Iniciou-se o tratamento em seguida, com um membro da equipe montando com a paciente para trabalhar o equilíbrio de tronco, dissociação de cinturas e as funções intelectivas citadas acima.

Nas primeiras sessões houve dificuldade em posicionar corretamente a paciente sobre o cavalo devido à limitação em sua abdução de coxo-femural, o que foi contornado ao colocá-la mais à frente no cavalo (à frente do centro de gravidade do eqüino – onde deve-se sentar para praticar equitação).

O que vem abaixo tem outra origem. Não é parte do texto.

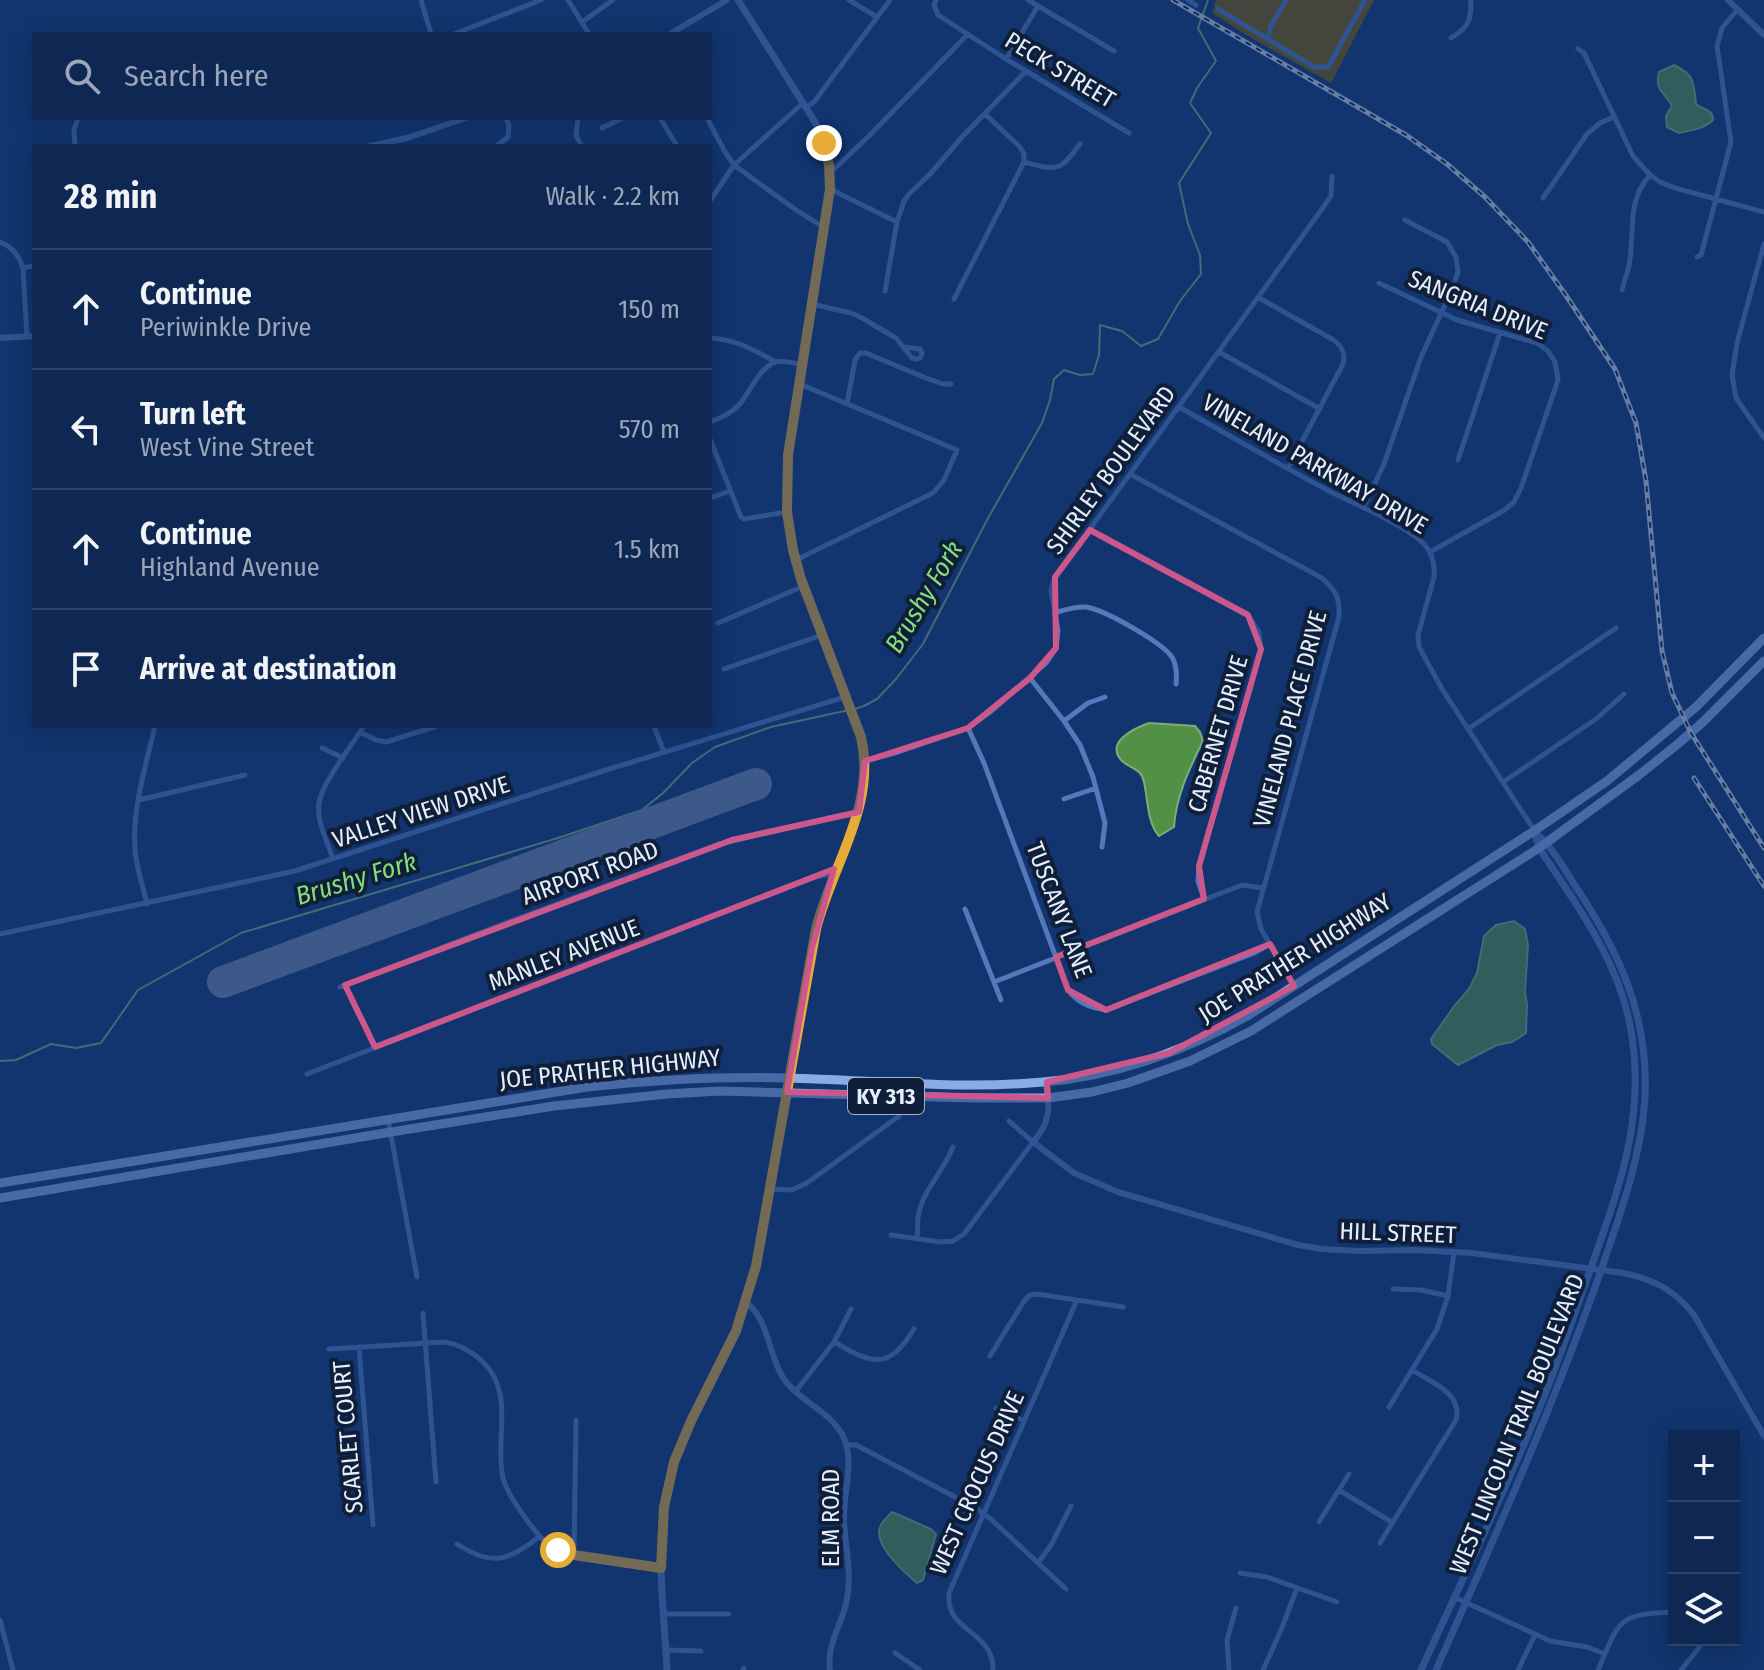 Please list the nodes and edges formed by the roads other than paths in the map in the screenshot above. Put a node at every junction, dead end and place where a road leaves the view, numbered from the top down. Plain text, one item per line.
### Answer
1 (421, 0) edge
2 (541, 0) edge
3 (568, 0) edge
4 (613, 0) edge
5 (727, 0) edge
6 (738, 0) edge
7 (849, 0) edge
8 (890, 0) edge
9 (936, 0) edge
10 (1028, 0) edge
11 (1188, 0) edge
12 (1286, 0) edge
13 (1365, 0) edge
14 (1471, 0) edge
15 (1728, 0) edge
16 (1196, 5) dead end
17 (1038, 6) junction
18 (1218, 9) dead end
19 (1737, 10) junction
20 (877, 17) junction
21 (582, 22) junction
22 (430, 32) edge
23 (459, 32) edge
24 (588, 32) edge
25 (673, 32) edge
26 (968, 34) junction
27 (1764, 35) edge
28 (1268, 38) junction
29 (1451, 38) dead end
30 (1578, 49) dead end
31 (1114, 51) dead end
32 (1006, 59) junction
33 (1026, 71) junction
34 (805, 105) junction
35 (985, 114) junction
36 (1614, 117) junction
37 (77, 120) edge
38 (454, 120) edge
39 (507, 120) edge
40 (578, 120) edge
41 (619, 120) edge
42 (661, 120) edge
43 (708, 120) edge
44 (602, 128) dead end
45 (1129, 133) dead end
46 (75, 144) edge
47 (379, 144) edge
48 (499, 144) edge
49 (580, 144) edge
50 (676, 144) edge
51 (1080, 144) dead end
52 (1024, 162) junction
53 (734, 165) junction
54 (830, 173) junction
55 (1650, 175) junction
56 (1332, 176) dead end
57 (830, 189) junction
58 (712, 197) edge
59 (1543, 198) dead end
60 (1717, 198) junction
61 (1764, 212) edge
62 (1405, 220) dead end
63 (897, 222) junction
64 (825, 228) junction
65 (0, 242) edge
66 (1764, 244) edge
67 (1697, 257) dead end
68 (32, 266) edge
69 (23, 268) junction
70 (1379, 283) dead end
71 (1622, 290) dead end
72 (885, 291) dead end
73 (1259, 298) junction
74 (954, 299) dead end
75 (812, 304) junction
76 (1442, 312) junction
77 (1500, 333) junction
78 (30, 336) edge
79 (0, 338) edge
80 (712, 338) edge
81 (904, 347) dead end
82 (1219, 352) junction
83 (776, 362) junction
84 (802, 365) junction
85 (799, 384) junction
86 (951, 384) dead end
87 (847, 404) junction
88 (1179, 407) junction
89 (1320, 409) junction
90 (712, 421) edge
91 (1764, 438) edge
92 (712, 444) edge
93 (1458, 460) dead end
94 (1288, 468) junction
95 (1130, 474) junction
96 (730, 491) junction
97 (712, 497) edge
98 (1363, 508) junction
99 (787, 512) junction
100 (1090, 530) junction
101 (1430, 552) junction
102 (796, 560) junction
103 (804, 586) junction
104 (1054, 613) junction
105 (718, 623) dead end
106 (1616, 628) dead end
107 (822, 635) junction
108 (1764, 638) edge
109 (1764, 661) edge
110 (724, 669) dead end
111 (1030, 678) junction
112 (1176, 684) dead end
113 (1624, 694) dead end
114 (1105, 697) dead end
115 (847, 700) junction
116 (1064, 721) junction
117 (155, 728) edge
118 (363, 728) edge
119 (431, 728) edge
120 (655, 728) edge
121 (968, 728) junction
122 (1468, 729) junction
123 (360, 732) junction
124 (322, 748) dead end
125 (664, 752) junction
126 (343, 758) junction
127 (865, 761) junction
128 (245, 775) dead end
129 (1503, 782) junction
130 (1096, 788) junction
131 (1064, 799) dead end
132 (139, 800) junction
133 (858, 814) junction
134 (1534, 831) junction
135 (1543, 845) junction
136 (1102, 847) dead end
137 (333, 859) junction
138 (834, 874) junction
139 (1263, 888) junction
140 (1204, 899) junction
141 (147, 904) junction
142 (965, 909) dead end
143 (0, 934) edge
144 (1270, 944) junction
145 (1056, 957) junction
146 (994, 982) junction
147 (1294, 986) junction
148 (1001, 1000) dead end
149 (375, 1047) junction
150 (307, 1074) dead end
151 (789, 1078) junction
152 (1046, 1082) junction
153 (787, 1092) junction
154 (1048, 1098) junction
155 (899, 1116) dead end
156 (388, 1118) junction
157 (1009, 1121) dead end
158 (391, 1132) junction
159 (1033, 1142) junction
160 (953, 1147) dead end
161 (0, 1183) edge
162 (771, 1189) junction
163 (0, 1198) edge
164 (891, 1235) dead end
165 (917, 1239) junction
166 (1454, 1252) junction
167 (1591, 1269) junction
168 (1600, 1270) junction
169 (417, 1277) dead end
170 (1393, 1289) dead end
171 (1448, 1296) junction
172 (1077, 1300) junction
173 (746, 1303) junction
174 (1123, 1307) dead end
175 (851, 1309) dead end
176 (423, 1313) dead end
177 (914, 1329) dead end
178 (834, 1342) junction
179 (425, 1343) junction
180 (359, 1347) junction
181 (329, 1349) dead end
182 (990, 1356) dead end
183 (1412, 1370) junction
184 (796, 1391) junction
185 (1389, 1407) dead end
186 (996, 1408) dead end
187 (576, 1420) dead end
188 (1024, 1421) junction
189 (1764, 1436) edge
190 (846, 1445) junction
191 (1349, 1474) dead end
192 (436, 1482) dead end
193 (1339, 1490) junction
194 (1071, 1506) dead end
195 (983, 1513) junction
196 (1319, 1522) dead end
197 (1393, 1523) junction
198 (373, 1525) dead end
199 (540, 1536) junction
200 (1380, 1543) dead end
201 (457, 1544) dead end
202 (574, 1555) junction
203 (1038, 1563) junction
204 (661, 1568) junction
205 (1240, 1573) dead end
206 (1297, 1588) junction
207 (1066, 1589) dead end
208 (1454, 1597) junction
209 (1337, 1602) dead end
210 (1466, 1603) junction
211 (1236, 1608) dead end
212 (1668, 1612) edge
213 (663, 1614) junction
214 (729, 1614) dead end
215 (0, 1620) edge
216 (1535, 1635) junction
217 (1700, 1646) edge
218 (666, 1650) junction
219 (701, 1651) dead end
220 (895, 1653) dead end
221 (1605, 1654) junction
222 (13, 1670) edge
223 (667, 1670) edge
224 (830, 1670) edge
225 (920, 1670) edge
226 (993, 1670) edge
227 (1229, 1670) edge
228 (1263, 1670) edge
229 (1421, 1670) edge
230 (1436, 1670) edge
231 (1518, 1670) edge
232 (1598, 1670) edge
233 (1681, 1670) edge

1 - 22 street
2 - 23 street
3 - 21 street
4 - 21 street
5 - 25 street
6 - 34 main road
7 - 20 street
8 - 20 street
9 - 26 street, PECK STREET
10 - 17 street
11 - 16 street
12 - 28 street
13 - 28 street
14 - 29 street
15 - 19 street
17 - 31 street
17 - 32 street
18 - 28 street
19 - 27 street
19 - 60 street
20 - 34 street
21 - 24 street
26 - 32 street, PECK STREET
26 - 54 street
30 - 36 street
32 - 33 street, PECK STREET
33 - 35 street
33 - 45 street, PECK STREET
34 - 53 street
34 - 54 main road
35 - 52 street
35 - 63 street
36 - 55 street
36 - 59 street
37 - 46 street
38 - 47 street
39 - 48 street
40 - 49 street
41 - 44 street
42 - 50 street
43 - 53 street
51 - 52 street
52 - 74 street
53 - 58 street
53 - 64 street
54 - 57 main road
55 - 60 street
55 - 71 street
56 - 73 street, SHIRLEY BOULEVARD
57 - 63 street
57 - 64 main road
60 - 61 street
60 - 67 street
62 - 76 street
63 - 72 street
64 - 75 main road
65 - 69 street
66 - 91 street
68 - 69 street
69 - 78 street
70 - 76 street, SANGRIA DRIVE
73 - 82 street, SHIRLEY BOULEVARD
73 - 89 street
75 - 81 street
75 - 84 main road
76 - 77 street, SANGRIA DRIVE
76 - 98 street
77 - 93 street
77 - 101 street, SANGRIA DRIVE
78 - 79 street
80 - 83 street
82 - 88 street, SHIRLEY BOULEVARD
82 - 89 street
83 - 84 street
83 - 90 street
84 - 85 main road
85 - 87 street
85 - 99 main road
86 - 87 street
87 - 102 street
88 - 94 street, VINELAND PARKWAY DRIVE
88 - 95 street, SHIRLEY BOULEVARD
89 - 94 street
92 - 96 street
94 - 98 street, VINELAND PARKWAY DRIVE
95 - 100 street, SHIRLEY BOULEVARD
95 - 139 street, VINELAND PLACE DRIVE
96 - 97 street
96 - 99 street
98 - 101 street, VINELAND PARKWAY DRIVE
99 - 102 main road
100 - 104 street, SHIRLEY BOULEVARD
100 - 140 street, CABERNET DRIVE
101 - 122 street, VINELAND PARKWAY DRIVE
102 - 103 main road
103 - 105 street
103 - 107 main road
104 - 111 street, SHIRLEY BOULEVARD
104 - 112 street
106 - 122 street
107 - 110 street
107 - 115 main road
108 - 134 highway, JOE PRATHER HIGHWAY / KY 313
109 - 135 highway, JOE PRATHER HIGHWAY / KY 313
111 - 116 street
111 - 121 street, SHIRLEY BOULEVARD
113 - 129 street
114 - 116 street
115 - 125 street, VALLEY VIEW DRIVE
115 - 127 main road
116 - 130 street
117 - 132 street
118 - 123 street
119 - 123 street
120 - 125 street
121 - 127 street, SHIRLEY BOULEVARD
121 - 145 street, TUSCANY LANE
122 - 129 street, VINELAND PARKWAY DRIVE
123 - 126 street
124 - 126 street
125 - 137 street, VALLEY VIEW DRIVE
126 - 137 street
127 - 133 main road
128 - 132 street
129 - 134 street, VINELAND PARKWAY DRIVE
130 - 131 street
130 - 136 street
132 - 141 street
133 - 138 main road
133 - 149 street, AIRPORT ROAD
134 - 135 main road, WEST LINCOLN TRAIL BOULEVARD
134 - 147 highway, JOE PRATHER HIGHWAY / KY 313
135 - 154 highway, JOE PRATHER HIGHWAY / KY 313
135 - 167 main road, WEST LINCOLN TRAIL BOULEVARD
135 - 168 main road, WEST LINCOLN TRAIL BOULEVARD
137 - 141 street, VALLEY VIEW DRIVE
138 - 149 street, MANLEY AVENUE
138 - 151 main road
139 - 140 street
139 - 144 street, VINELAND PLACE DRIVE
140 - 145 street
141 - 143 street, VALLEY VIEW DRIVE
142 - 146 street
144 - 145 street, TUSCANY LANE
144 - 147 street, VINELAND PLACE DRIVE
145 - 146 street
146 - 148 street
147 - 152 highway, JOE PRATHER HIGHWAY / KY 313
149 - 150 street, MANLEY AVENUE
151 - 152 highway, JOE PRATHER HIGHWAY / KY 313
151 - 153 main road
151 - 156 highway, JOE PRATHER HIGHWAY / KY 313
152 - 154 street
153 - 154 highway, JOE PRATHER HIGHWAY / KY 313
153 - 158 highway, JOE PRATHER HIGHWAY / KY 313
153 - 162 main road
154 - 159 street
155 - 162 street
156 - 158 street
156 - 161 highway, JOE PRATHER HIGHWAY / KY 313
157 - 159 street
158 - 163 highway, JOE PRATHER HIGHWAY / KY 313
158 - 169 street
159 - 165 street
159 - 166 street, HILL STREET
160 - 165 street
162 - 173 main road
164 - 165 street
166 - 167 street, HILL STREET
166 - 171 street
167 - 168 street, HILL STREET
167 - 208 main road, WEST LINCOLN TRAIL BOULEVARD
168 - 189 street, HILL STREET
168 - 210 main road, WEST LINCOLN TRAIL BOULEVARD
170 - 171 street
171 - 183 street
172 - 174 street
172 - 182 street
172 - 188 street, WEST CROCUS DRIVE
173 - 184 street, ELM ROAD
173 - 204 main road
175 - 178 street
176 - 179 street
177 - 178 street
178 - 184 street
179 - 180 street
179 - 192 street
179 - 199 street
180 - 181 street
180 - 198 street, SCARLET COURT
183 - 185 street
183 - 197 street
184 - 190 street, ELM ROAD
186 - 188 street
187 - 202 street
188 - 195 street, WEST CROCUS DRIVE
190 - 195 street
190 - 224 street, ELM ROAD
191 - 193 street
193 - 196 street
193 - 197 street
194 - 203 street
195 - 203 street
195 - 226 street, WEST CROCUS DRIVE
197 - 200 street
199 - 201 street
199 - 202 street
202 - 204 street
203 - 207 street
204 - 213 main road
205 - 206 street
206 - 209 street
206 - 228 street
208 - 210 street
208 - 229 main road, WEST LINCOLN TRAIL BOULEVARD
210 - 216 street
210 - 230 main road, WEST LINCOLN TRAIL BOULEVARD
211 - 227 street
212 - 221 street
213 - 214 street
213 - 218 main road
215 - 222 street
216 - 221 street
216 - 231 street
217 - 233 street
218 - 219 street
218 - 223 main road
220 - 225 street
221 - 232 street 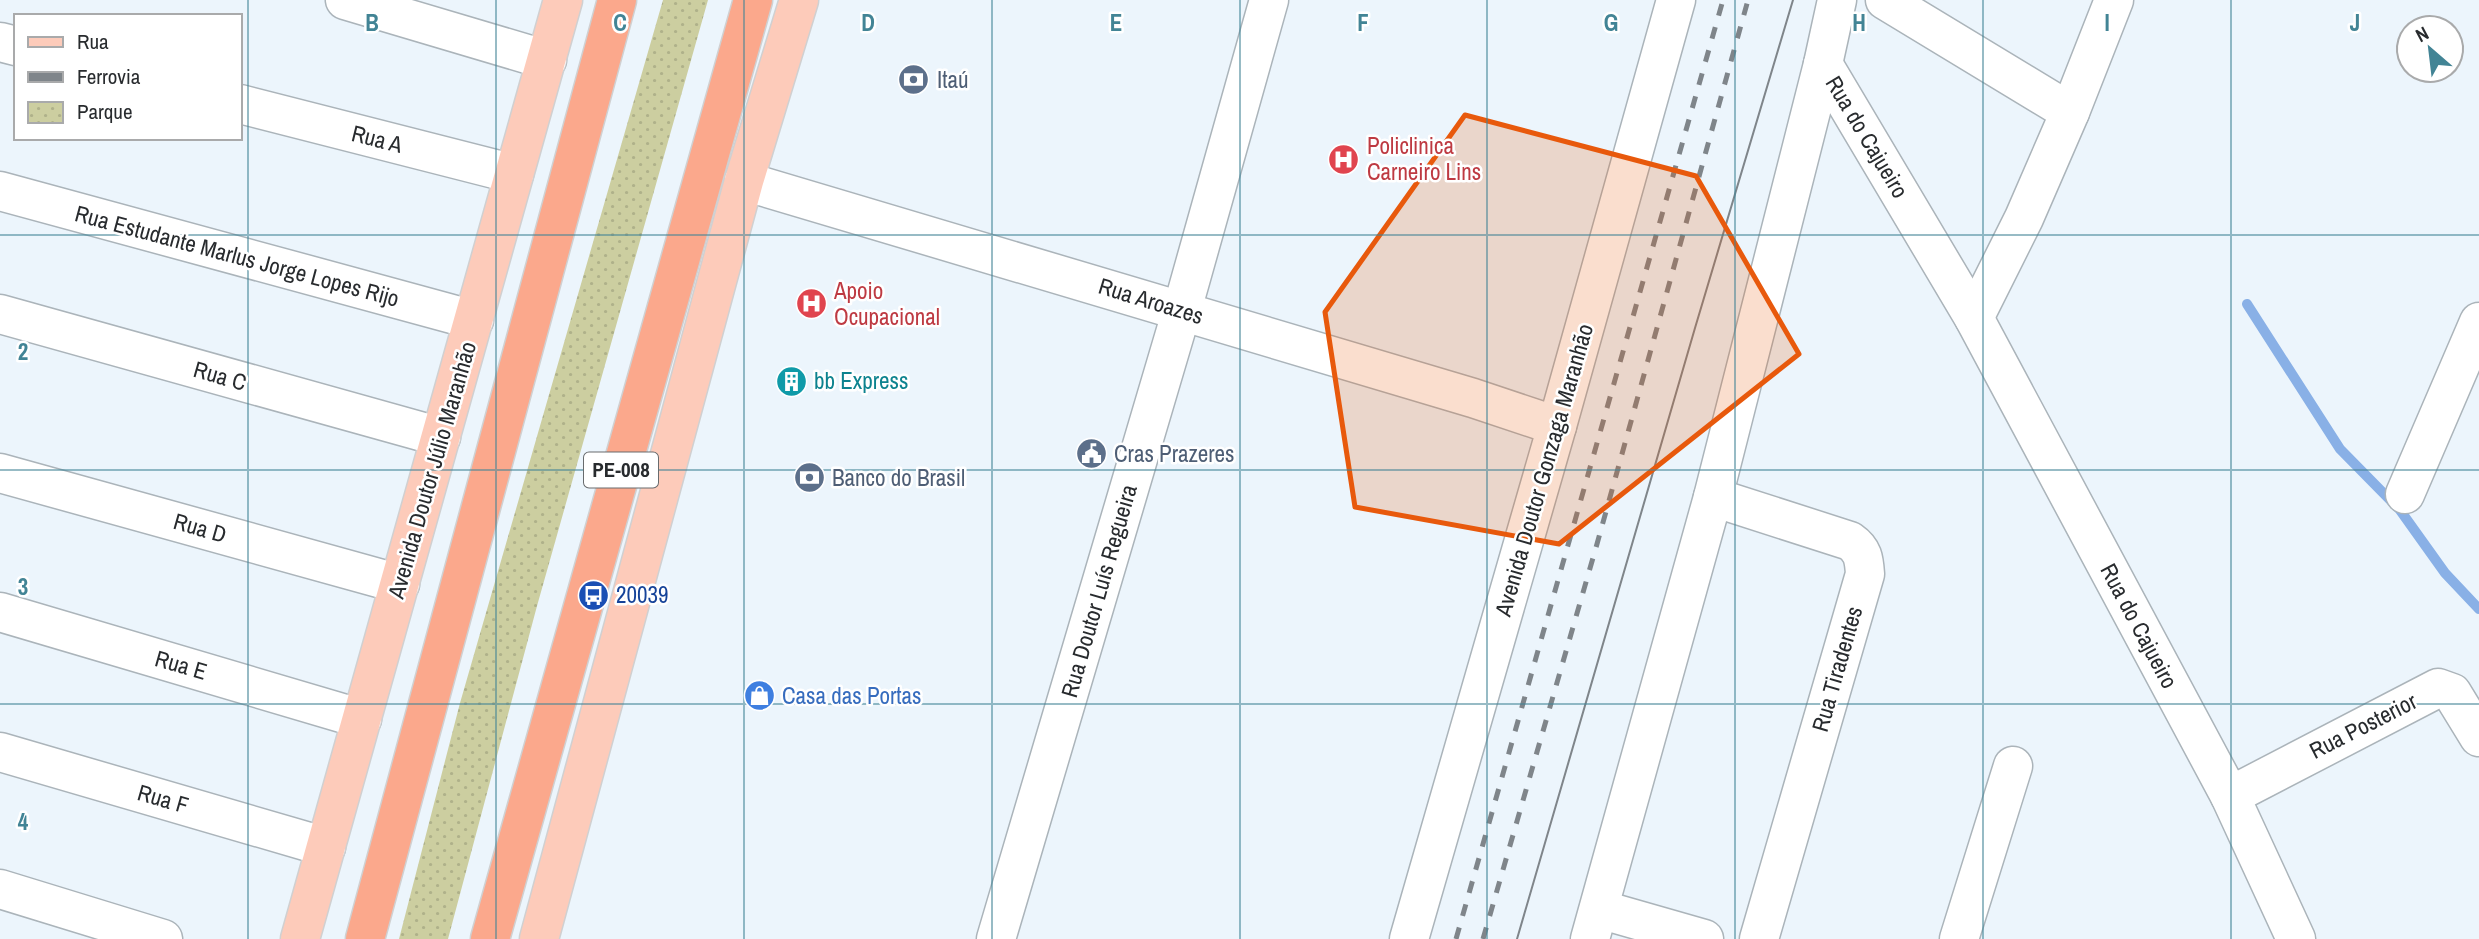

Durante todo o ano foram realizados exercícios semanais com o bastão, bola, dissociação de cinturas, atividades para concentração e memória. Ao final desse período observou-se melhora do equilíbrio de tronco, na abdução de coxo-femural, visto que a paciente relata maior facilidade para realizar sua higiene pessoal e outras atividades no lar, como a troca de roupas sem ajuda de terceiros. Já consegue se posicionar bem próximo ao centro de gravidade do cavalo, dependendo menos do profissional que encontra-se sobre o cavalo para dar-lhe segurança.

A mesma demonstra-se menos estressada, com aumento significativo em sua auto-estima. Relata ter mais facilidade na realização de seu trabalho (arquivista) devido a um aumento na concentração e memória.

Continua em tratamento com o objetivo de alcançar maior independência sobre o cavalo melhorando ainda mais seu equilíbrio.